Creatine – The pros and cons
Creatine is amongst the most widely used supplements by sportsman, and particularly by weightlifters. It has been widely accepted as one of the most effective supplements out there, with its ability to increase muscle mass, improve performance and gain strength making it the best-selling supplement in the body-building sphere.
However, many have questions whether it is safe. Creatine is considered to be generally safe, with research spanning 25 years, though like anything it may not be the best thing for everyone.
Pros
Studies have shown that creatine can help to protect the brain from neurogenerative disease such as Parkinson or Alzheimer’s. This is largely because creatine enhances energy, and energy loss from brain dysfunction is a big factor is neurogenerative diseases.
Some studies have shown that creatine can help to maintain health blood sugar levels, by increasing the protein that transport glucose in and out of cells.
Creatine is important in ensuring the survival of nerve cells when they are put under stress by their environment. Lack of sleep and stress can deplete these creatine stores in the brain which is why a supplement can be beneficial to restore these. Furthermore, because creatine improves the levels of energy in your brain, this can improve memory processing and brain cell regeneration.
Creatine has been shown to boost the body’s ability to build muscle, providing significant additional gains when you train. Studies showed a reduction in a protein called myostatin, which hinders the growth of muscles.
Some studies showed that creatine improved the weigh-lifting abilities in young men, with this improvement being explained by creatines ability to increase the production of ATP energy. This is the main source of energy for high-intensity workouts and greater ATP energy corresponds to increased strength and power. Over 70% of studies have shown a strong positive correlation between creatine supplementation and better performance in high-intensity exercise.
Creatine has been shown to help resist the effects of exercised-induced fatigue, sleep deprivation and heat-related fatigue.
A study has suggested that creatine can be helpful is repairing muscle damaged by athletic activity. It has been suggested this is due to creatines ability to increase a specific glucose transport protein that helps muscle tissues to efficiently create energy and prevent fatigue.
Some studies have suggested that creatine can actually increase mental performance, namely improved working memory, less mental fatigue and increased intelligence.
Cons
During the loading phase of taking creatine (early part of the supplementation regime) your body increases in both muscle mass and water absorption, which can sometimes lead to bloating. However, this bloating is short-term and resolves itself relatively quickly.

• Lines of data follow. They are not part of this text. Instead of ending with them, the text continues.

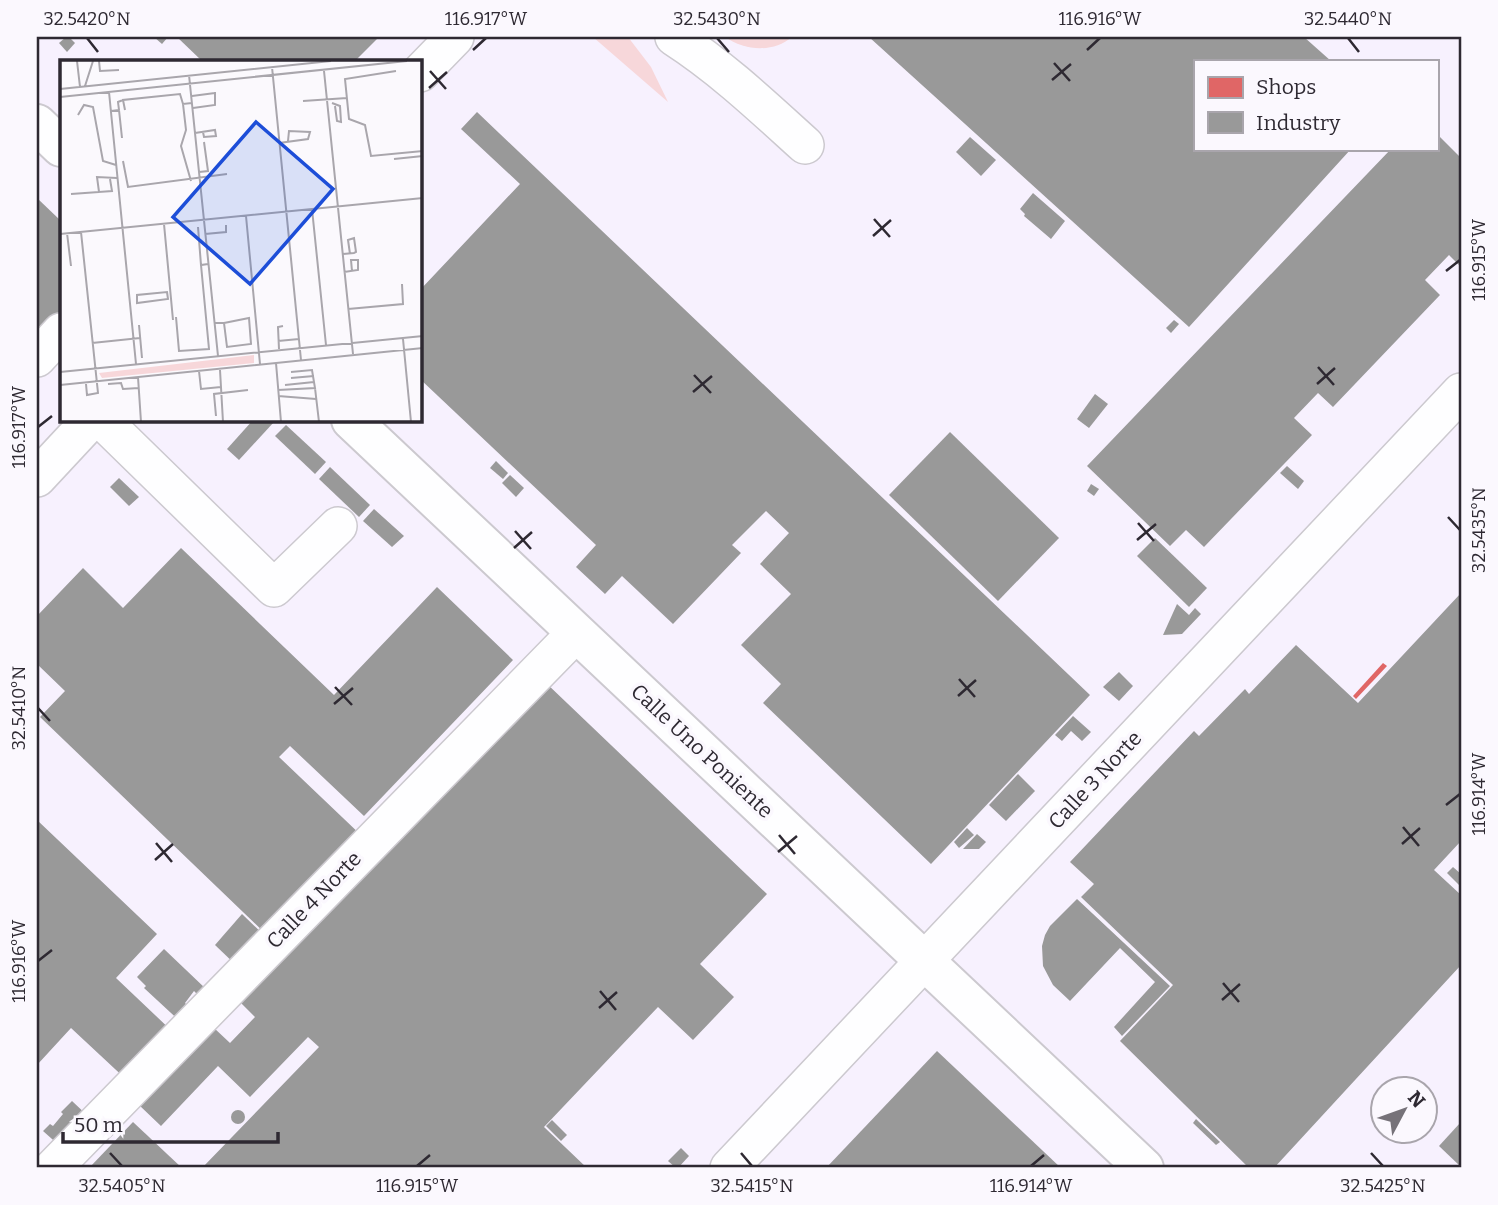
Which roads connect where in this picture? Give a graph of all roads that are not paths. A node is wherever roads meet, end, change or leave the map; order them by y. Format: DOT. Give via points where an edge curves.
graph roads {
  1 [pos="455,37"];
  2 [pos="674,37"];
  3 [pos="422,71"];
  4 [pos="37,124"];
  5 [pos="804,145"];
  6 [pos="60,146"];
  7 [pos="60,333"];
  8 [pos="37,358"];
  9 [pos="1461,392"];
  10 [pos="89,422"];
  11 [pos="104,422"];
  12 [pos="353,422"];
  13 [pos="37,478"];
  14 [pos="338,526"];
  15 [pos="576,633"];
  16 [pos="924,961"];
  17 [pos="53,1168"];
  18 [pos="729,1168"];
  19 [pos="1144,1168"];
  1 -- 3 [label="street"];
  2 -- 5 [label="street" via="755,99"];
  4 -- 6 [label="main road"];
  7 -- 8 [label="street"];
  9 -- 16 [label="street, Calle 3 Norte"];
  10 -- 13 [label="street"];
  11 -- 14 [label="street" via="274,588"];
  12 -- 15 [label="main road, Calle Uno Poniente"];
  15 -- 16 [label="main road, Calle Uno Poniente"];
  15 -- 17 [label="street, Calle 4 Norte"];
  16 -- 18 [label="street, Calle 3 Norte"];
  16 -- 19 [label="main road, Calle Uno Poniente"];
}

Some people have experienced an upset stomach and diarrhoea due to creatine. This is because creatine can sometimes stay in your intestine if you are unable to fully digest it. It continues to absorb water however, which can lead to diarrhoea.
If you have a kidney disease, creatine has been known to make this worse. This is why you should always consult a doctor before taking any supplement should you have a pre existing health condition.
Creatines tendency to make the body retain more water, as well as to increase muscle mass, can lead to weight gain amongst users. Whilst for most this shouldn’t be a problem, it is worth remembering for athletes competing in sports that have weight requirements e.g., martial arts.
If you take creatine and you are going to take any other drugs, it is first worth consulting a doctor. This is because interactions with certain drugs such as ibuprofen can increase the risk of damage to your kidneys.
Creatine often comes mixed with other ingredients which may not be good for you. This is why, when looking for creatine, you should always buy 100% creatine monohydrate i.e. pure creatine.
Whilst this isn’t a negative of creatine in of itself, it is worth considering that health organisations generally do not recommend taking creatine before the age of 18. Despite this, teenagers can still very easily buy creatine, which may raise some concerns for parents.
Conclusion
In conclusion, creatine can have many positive benefits for both your physical and mental health. However, like anything, creatine isn’t for everybody and if you are under the age of 18, taking any kind of drug or have an underlying health condition then you should consult a doctor before taking this supplement.